Красная линия метро
Только вот даже они помогали не всегда. И тогда он шел на крайнюю меру – начинал принимать психоактивные вещества. И первым в линейке таких «лекарств» стоял амфетамин. Он быстро давал ему прилив сил и отлично улучшал настроение. Но была в нем и большая потаенная опасность: всякий раз, как только он пытался с него соскочить, тут же возвращалась депрессия. Тогда он действительно оказывался на самом краю пропасти, почти беспросветно думая о суициде.

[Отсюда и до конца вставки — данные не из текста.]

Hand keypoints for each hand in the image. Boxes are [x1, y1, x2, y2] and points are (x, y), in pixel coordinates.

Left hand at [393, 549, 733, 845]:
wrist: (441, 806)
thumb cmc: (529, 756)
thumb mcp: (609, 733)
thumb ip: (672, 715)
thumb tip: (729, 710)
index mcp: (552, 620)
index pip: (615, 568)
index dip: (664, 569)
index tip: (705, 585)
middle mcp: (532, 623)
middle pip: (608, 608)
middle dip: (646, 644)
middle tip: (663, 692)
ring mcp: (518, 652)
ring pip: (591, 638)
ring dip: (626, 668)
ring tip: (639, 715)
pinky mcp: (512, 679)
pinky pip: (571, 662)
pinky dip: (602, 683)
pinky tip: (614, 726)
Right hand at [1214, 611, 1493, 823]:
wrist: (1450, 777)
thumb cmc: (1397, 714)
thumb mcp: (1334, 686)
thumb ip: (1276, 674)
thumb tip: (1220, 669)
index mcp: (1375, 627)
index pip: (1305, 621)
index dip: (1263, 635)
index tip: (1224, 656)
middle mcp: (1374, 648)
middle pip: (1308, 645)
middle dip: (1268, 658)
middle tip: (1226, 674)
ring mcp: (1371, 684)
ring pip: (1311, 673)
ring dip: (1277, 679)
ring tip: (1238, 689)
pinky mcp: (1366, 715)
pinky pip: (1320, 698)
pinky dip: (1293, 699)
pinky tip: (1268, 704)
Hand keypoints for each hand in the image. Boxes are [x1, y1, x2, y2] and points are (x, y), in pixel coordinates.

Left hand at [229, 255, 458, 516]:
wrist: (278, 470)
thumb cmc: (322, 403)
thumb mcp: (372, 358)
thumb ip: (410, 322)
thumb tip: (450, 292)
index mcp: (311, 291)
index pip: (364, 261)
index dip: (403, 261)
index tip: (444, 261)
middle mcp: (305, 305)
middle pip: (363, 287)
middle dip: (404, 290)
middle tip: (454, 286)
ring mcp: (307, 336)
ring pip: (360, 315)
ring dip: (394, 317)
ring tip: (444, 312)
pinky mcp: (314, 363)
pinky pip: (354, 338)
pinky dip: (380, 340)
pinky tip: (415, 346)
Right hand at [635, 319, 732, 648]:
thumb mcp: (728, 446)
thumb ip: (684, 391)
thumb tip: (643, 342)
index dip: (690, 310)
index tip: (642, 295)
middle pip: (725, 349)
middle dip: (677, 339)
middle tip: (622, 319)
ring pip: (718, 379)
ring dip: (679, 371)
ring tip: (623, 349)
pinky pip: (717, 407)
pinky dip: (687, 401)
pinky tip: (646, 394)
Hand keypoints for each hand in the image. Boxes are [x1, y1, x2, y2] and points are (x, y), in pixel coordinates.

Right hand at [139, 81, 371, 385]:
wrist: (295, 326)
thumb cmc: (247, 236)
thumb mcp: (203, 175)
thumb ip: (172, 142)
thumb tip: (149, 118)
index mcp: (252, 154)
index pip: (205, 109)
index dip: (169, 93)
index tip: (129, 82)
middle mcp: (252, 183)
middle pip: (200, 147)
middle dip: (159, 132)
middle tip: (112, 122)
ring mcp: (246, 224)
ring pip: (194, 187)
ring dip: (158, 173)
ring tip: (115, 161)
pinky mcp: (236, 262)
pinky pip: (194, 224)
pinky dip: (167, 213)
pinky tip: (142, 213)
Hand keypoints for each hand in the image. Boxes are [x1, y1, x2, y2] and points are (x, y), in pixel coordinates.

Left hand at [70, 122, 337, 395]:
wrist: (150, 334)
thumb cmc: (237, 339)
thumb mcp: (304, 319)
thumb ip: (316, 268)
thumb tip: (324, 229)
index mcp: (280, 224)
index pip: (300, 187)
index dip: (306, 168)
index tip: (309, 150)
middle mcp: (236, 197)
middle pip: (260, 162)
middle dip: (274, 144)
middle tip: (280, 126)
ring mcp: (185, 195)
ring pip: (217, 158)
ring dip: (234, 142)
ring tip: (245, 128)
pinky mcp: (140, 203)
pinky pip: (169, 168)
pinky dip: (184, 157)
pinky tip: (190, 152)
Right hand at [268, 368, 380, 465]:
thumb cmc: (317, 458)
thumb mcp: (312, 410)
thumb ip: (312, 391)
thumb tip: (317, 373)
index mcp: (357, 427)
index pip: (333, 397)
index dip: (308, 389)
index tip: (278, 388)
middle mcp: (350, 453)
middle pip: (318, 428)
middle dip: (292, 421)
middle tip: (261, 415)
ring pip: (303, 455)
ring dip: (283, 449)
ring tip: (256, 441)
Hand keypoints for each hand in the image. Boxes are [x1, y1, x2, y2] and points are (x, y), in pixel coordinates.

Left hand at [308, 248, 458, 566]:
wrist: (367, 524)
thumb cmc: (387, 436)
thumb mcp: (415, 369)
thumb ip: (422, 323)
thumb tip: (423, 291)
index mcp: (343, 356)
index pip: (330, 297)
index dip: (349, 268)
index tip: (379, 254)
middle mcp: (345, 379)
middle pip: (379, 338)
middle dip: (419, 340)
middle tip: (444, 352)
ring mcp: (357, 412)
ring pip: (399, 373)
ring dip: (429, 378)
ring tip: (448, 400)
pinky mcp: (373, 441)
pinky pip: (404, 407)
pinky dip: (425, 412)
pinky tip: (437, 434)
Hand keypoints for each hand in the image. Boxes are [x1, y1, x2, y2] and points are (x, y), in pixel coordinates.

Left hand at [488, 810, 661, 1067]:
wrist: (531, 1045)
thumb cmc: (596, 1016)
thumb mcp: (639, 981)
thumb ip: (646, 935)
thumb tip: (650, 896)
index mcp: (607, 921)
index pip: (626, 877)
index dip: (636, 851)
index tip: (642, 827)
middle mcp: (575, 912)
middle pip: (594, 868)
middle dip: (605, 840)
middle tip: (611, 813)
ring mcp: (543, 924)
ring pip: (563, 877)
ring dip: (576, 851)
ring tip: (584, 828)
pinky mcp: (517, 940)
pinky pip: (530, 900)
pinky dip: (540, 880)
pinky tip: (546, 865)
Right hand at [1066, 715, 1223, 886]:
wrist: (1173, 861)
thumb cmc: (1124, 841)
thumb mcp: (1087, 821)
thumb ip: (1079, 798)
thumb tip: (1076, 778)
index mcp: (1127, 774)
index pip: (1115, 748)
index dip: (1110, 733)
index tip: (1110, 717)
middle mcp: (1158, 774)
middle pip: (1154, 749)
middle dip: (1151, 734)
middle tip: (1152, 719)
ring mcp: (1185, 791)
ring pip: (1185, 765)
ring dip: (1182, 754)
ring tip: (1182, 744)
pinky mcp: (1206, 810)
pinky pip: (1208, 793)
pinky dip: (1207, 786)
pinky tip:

Александр знал, что причина его душевного расстройства – болезнь, которую он унаследовал от матери. Та тоже имела схожие психические проблемы, правда, в отличие от него даже не пыталась с ними бороться, почти беспросветно пребывая в молчаливо‑угрюмом, подавленном состоянии. К врачам мать не обращалась принципиально, заливая проблемы крепким дешевым алкоголем. Улыбалась она редко, зато если вдруг на нее нападал приступ безудержного веселья, то все – держись округа и соседи по подъезду. Пьянки‑гулянки могли длиться неделями, пока не заканчивались все припасенные заранее деньги. Тогда загул резко заканчивался и мать уходила в себя, становясь вначале молчаливой, а затем – злой. И тогда наступала финальная фаза отходняка: она окончательно отстранялась от мира, переставала ходить на работу, а в ее глазах застывало одно‑единственное выражение – смертная тоска. «Смертная тоска на меня напала, сынок, – жаловалась она сыну, поскольку, кроме него, в такие периоды ни с кем не общалась. – Совсем жить не хочется. Так бы и наложила на себя руки, да только ты меня в этом мире и держишь. Маленький ты еще». И однажды, когда он уже подрос, она все же решилась и сделала шаг в неизвестность…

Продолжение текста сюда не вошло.